Her attacks of acute sleepiness could occur anywhere: in the car (she no longer took the wheel), at the dinner table, in the kitchen. And if Katherine felt any strong emotion—if she was angry or if someone said something so funny that she laughed out loud—she might have an episode of cataplexy: She would lose control of all her muscles and collapse on the floor, still awake but seemingly paralyzed.

Not surprisingly, people with narcolepsy (about 150,000 in the United States alone) have a terrible time finding or keeping jobs; falling asleep at one's desk is not likely to impress employers. But they have other problems, too. Unless bolstered by strong medications, which present their own difficulties, many patients won't carry anything breakable lest they drop it during a sleep attack. They dare not stand on a chair to change a light bulb, for fear of breaking their own necks. They don't take part in sports because the excitement of winning or losing might trigger an attack of cataplexy at the height of the game. Even fishing may be dangerous, because they could fall in the water while asleep or paralyzed. And public speaking is usually out of the question.

Until very recently, scientists who sought to understand this intriguing and unique condition—narcolepsy is the only neurological disorder that specifically affects sleep—found its cause elusive. But two separate teams of researchers, using totally different methods, have now uncovered the roots of the ailment and, incidentally, galvanized the whole field of sleep research.

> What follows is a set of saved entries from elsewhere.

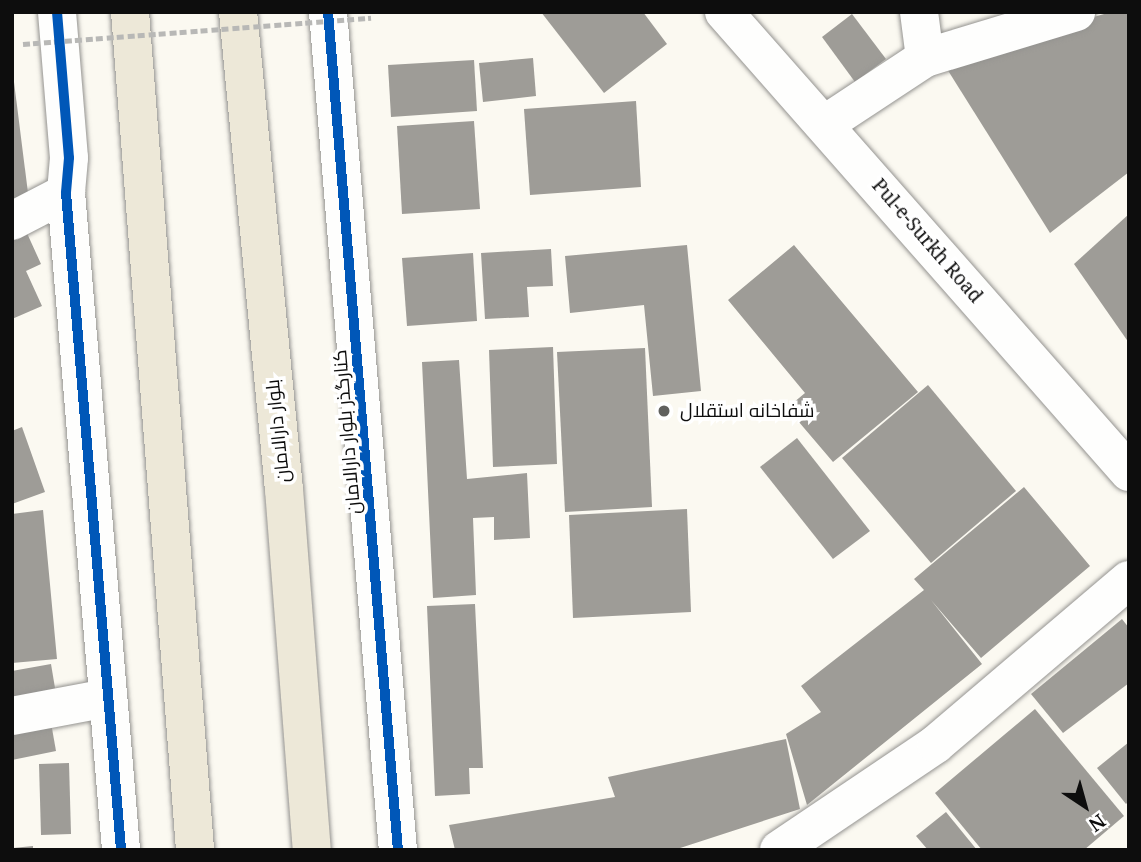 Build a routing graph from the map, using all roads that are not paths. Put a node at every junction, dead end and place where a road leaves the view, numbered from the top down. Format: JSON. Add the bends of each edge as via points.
{"nodes":[{"id":1,"x":57,"y":12,"type":"edge"},
{"id":2,"x":130,"y":12,"type":"edge"},
{"id":3,"x":238,"y":12,"type":"edge"},
{"id":4,"x":328,"y":12,"type":"edge"},
{"id":5,"x":724,"y":12,"type":"edge"},
{"id":6,"x":919,"y":12,"type":"edge"},
{"id":7,"x":1076,"y":12,"type":"edge"},
{"id":8,"x":925,"y":58,"type":"junction"},
{"id":9,"x":825,"y":124,"type":"junction"},
{"id":10,"x":66,"y":193,"type":"junction"},
{"id":11,"x":12,"y":222,"type":"edge"},
{"id":12,"x":1129,"y":472,"type":"edge"},
{"id":13,"x":1129,"y":580,"type":"edge"},
{"id":14,"x":107,"y":698,"type":"junction"},
{"id":15,"x":12,"y":716,"type":"edge"},
{"id":16,"x":121,"y":850,"type":"edge"},
{"id":17,"x":195,"y":850,"type":"edge"},
{"id":18,"x":312,"y":850,"type":"edge"},
{"id":19,"x":398,"y":850,"type":"edge"},
{"id":20,"x":779,"y":850,"type":"edge"}],
"edges":[{"from":1,"to":10,"type":"street","via":[[69,158]]},
{"from":2,"to":17,"type":"main road"},
{"from":3,"to":18,"type":"main road","name":"بلوار دارالامان","via":[[284,489]]},
{"from":4,"to":19,"type":"street","name":"کنارگذر بلوار دارالامان"},
{"from":5,"to":9,"type":"street","name":"Pul-e-Surkh Road"},
{"from":6,"to":8,"type":"street"},
{"from":7,"to":8,"type":"street"},
{"from":8,"to":9,"type":"street"},
{"from":9,"to":12,"type":"street","name":"Pul-e-Surkh Road"},
{"from":10,"to":11,"type":"street"},
{"from":10,"to":14,"type":"street"},
{"from":13,"to":20,"type":"street","via":[[936,744]]},
{"from":14,"to":15,"type":"street"},
{"from":14,"to":16,"type":"street"}]} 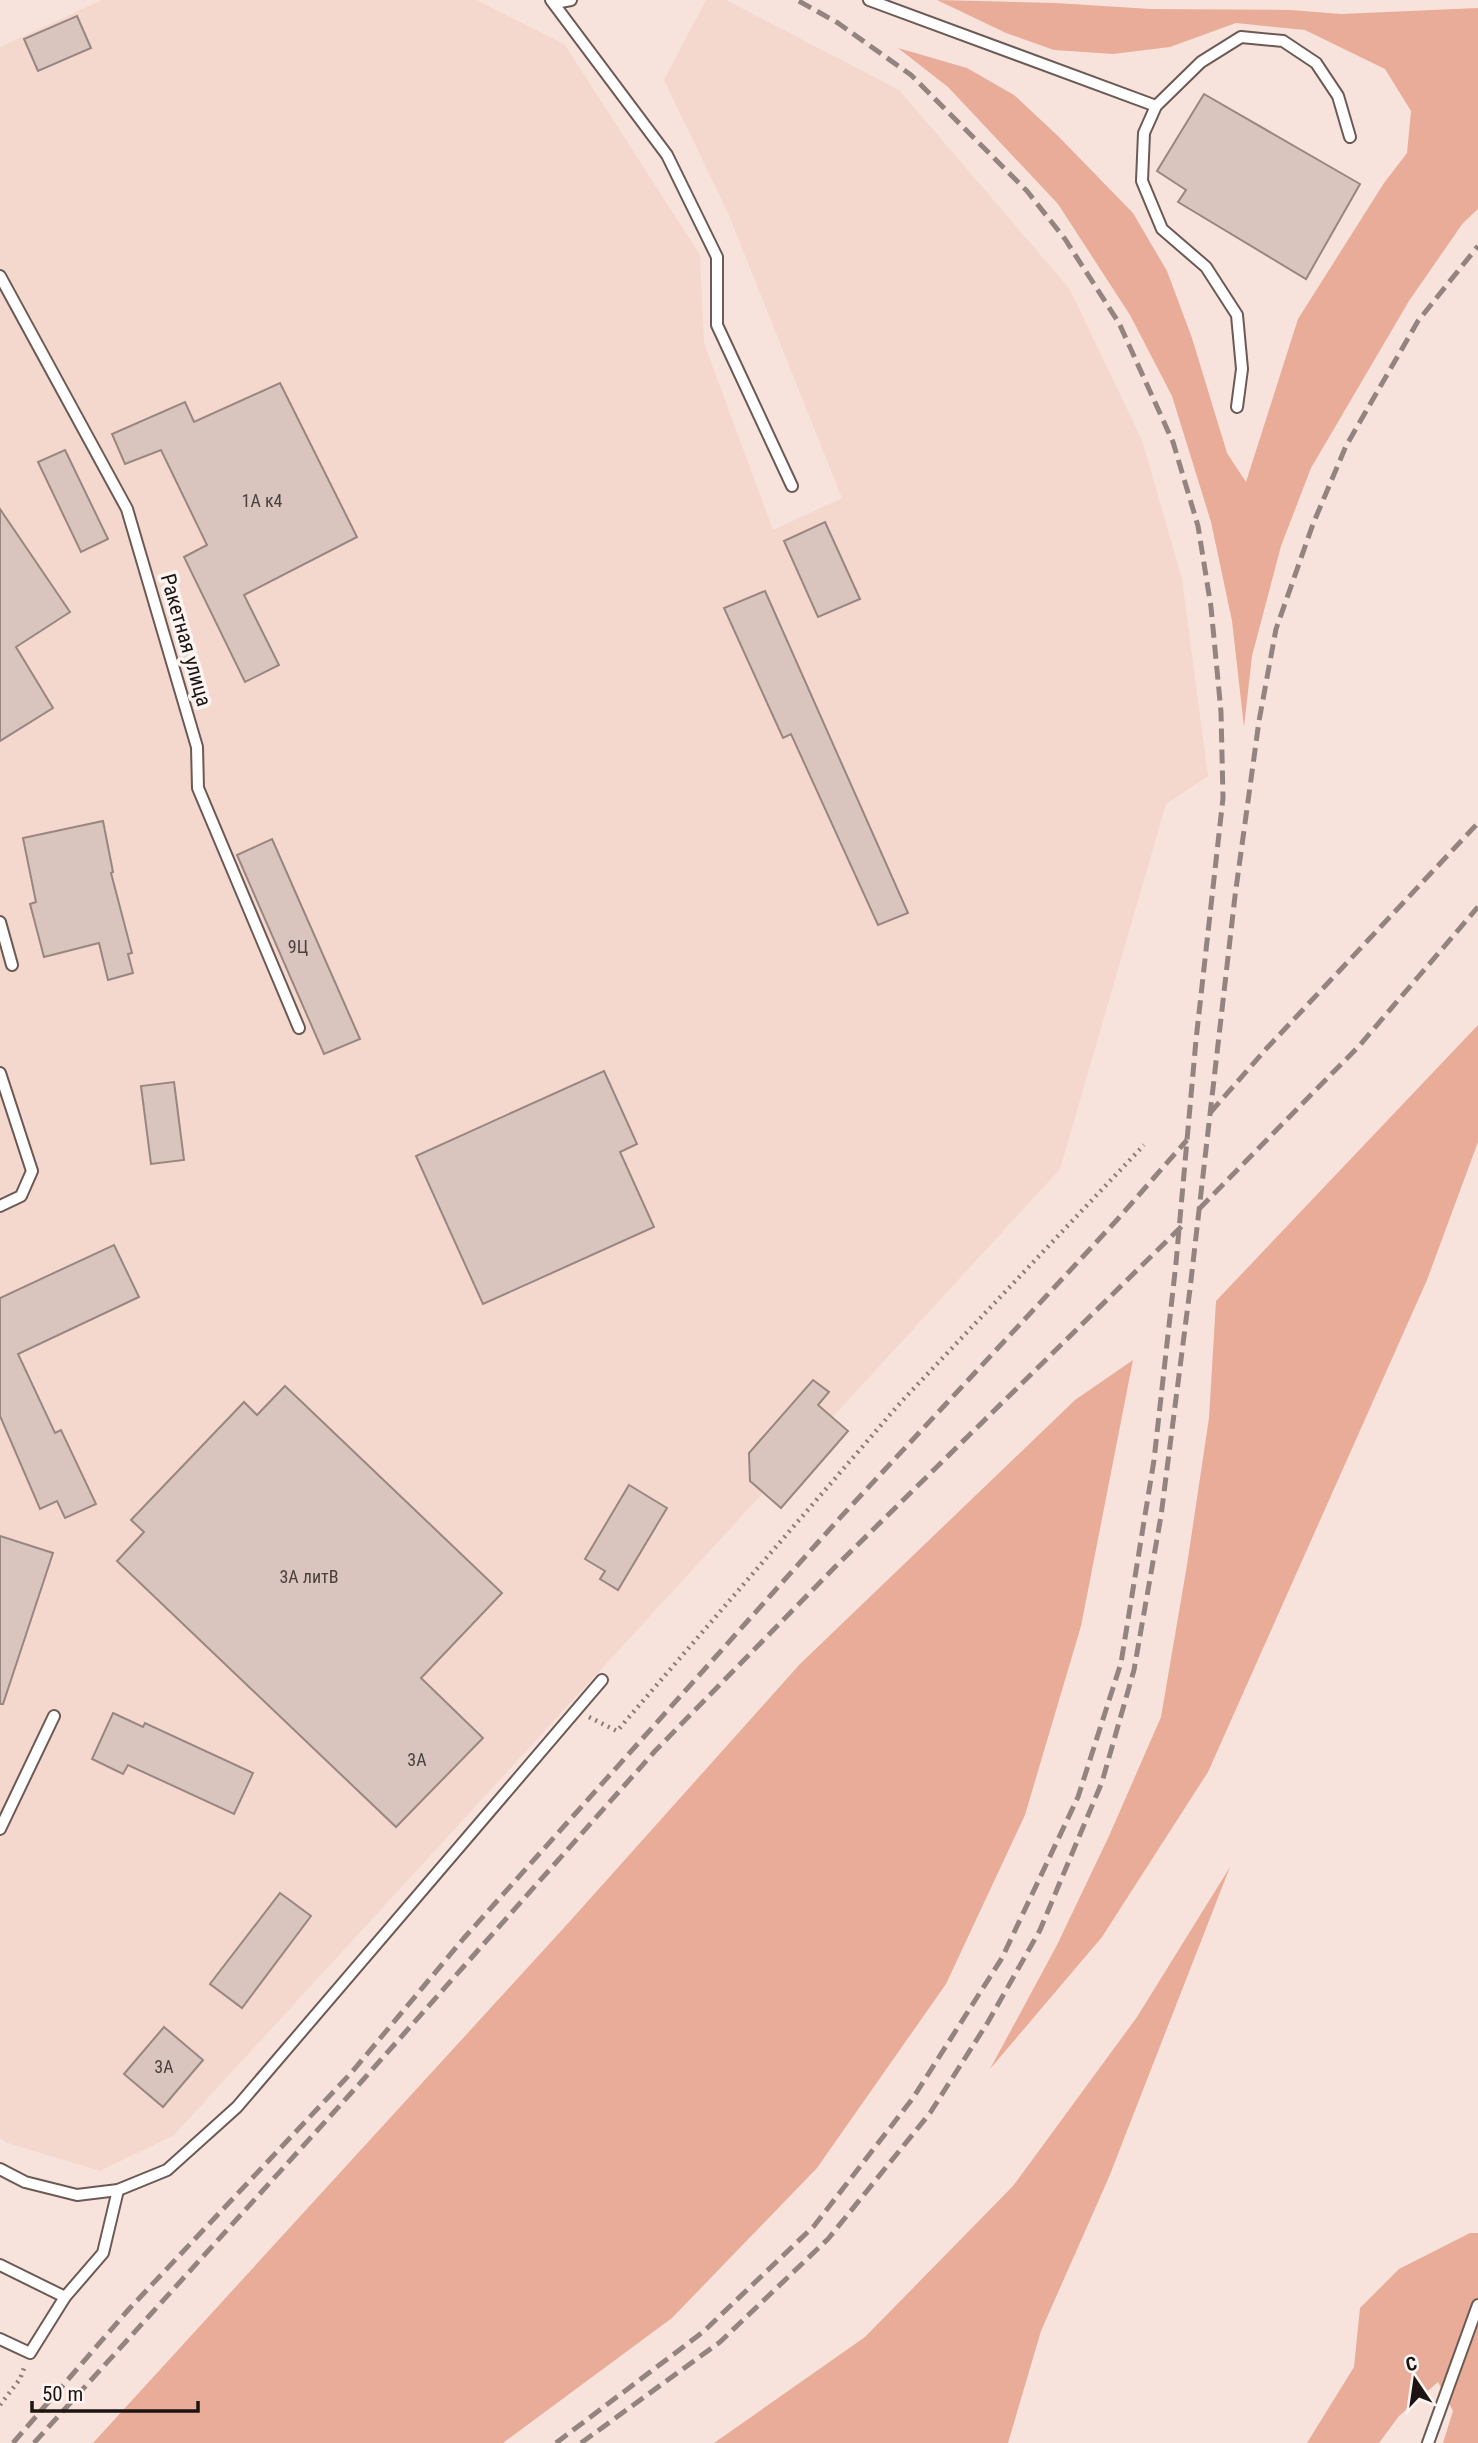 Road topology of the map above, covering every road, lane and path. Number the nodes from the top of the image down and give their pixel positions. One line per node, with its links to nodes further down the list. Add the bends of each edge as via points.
1 (571, 0): 3 (lane)
2 (869, 0): 4 (lane)
3 (553, 1): 8 (lane, via 667,155 717,257 717,325)
4 (1156, 106): 5 (lane, via 1201,62 1241,37 1283,41 1317,63 1338,96); 7 (lane, via 1144,133 1142,181 1162,229 1206,267 1237,315 1242,369)
5 (1350, 136)
6 (0, 276): 11 (lane, Ракетная улица, via 127,509 197,747 198,788)
7 (1237, 407)
8 (792, 486)
9 (0, 922): 10 (lane)
10 (12, 965)
11 (299, 1028)
12 (0, 1073): 14 (lane, via 32,1171 20,1196)
13 (1144, 1145): 16 (path, via 901,1402 617,1731)
14 (0, 1206)
15 (602, 1680): 16 (lane)
16 (576, 1711): 20 (lane, via 237,2107 167,2170)
17 (54, 1716): 18 (lane)
18 (0, 1829)
19 (0, 2169): 20 (lane, via 25,2182 78,2195)
20 (118, 2190): 22 (lane, via 103,2253)
21 (0, 2265): 22 (lane)
22 (65, 2297): 25 (lane)
23 (1478, 2305): 27 (lane)
24 (0, 2339): 25 (lane)
25 (30, 2353): 26 (path, via 20,2379)
26 (0, 2405)
27 (1428, 2443)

One team was led by HHMI investigator Emmanuel Mignot at the Stanford University School of Medicine in Stanford, California; the other was headed by HHMI investigator Masashi Yanagisawa at the University of Texas Southwestern Medical Center at Dallas. Their discoveries, which complement each other like a lock and key, involve the genes that, when mutated, cause narcolepsy.

NARCOLEPTIC DOBERMANS
Mignot, a French physician-scientist, moved from Paris to Stanford in 1986 "because they had this unique colony of narcoleptic dogs," he says—dozens of Doberman pinschers that the famous sleep researcher William C. Dement had started breeding in 1973. Unlike most human narcoleptics, these dogs inherited the disorder from their parents, yet their symptoms were quite human-like. The Dobermans inexplicably fell asleep in the middle of activities. They also lost muscle control and flopped down in cataplectic attacks when they became too excited. This made for unusual problems when the scientists tried to mate the narcoleptic dogs: The dogs tended to collapse at the critical moments. "It took much longer than with normal dogs," Mignot recalls, "but finally the dogs succeeded."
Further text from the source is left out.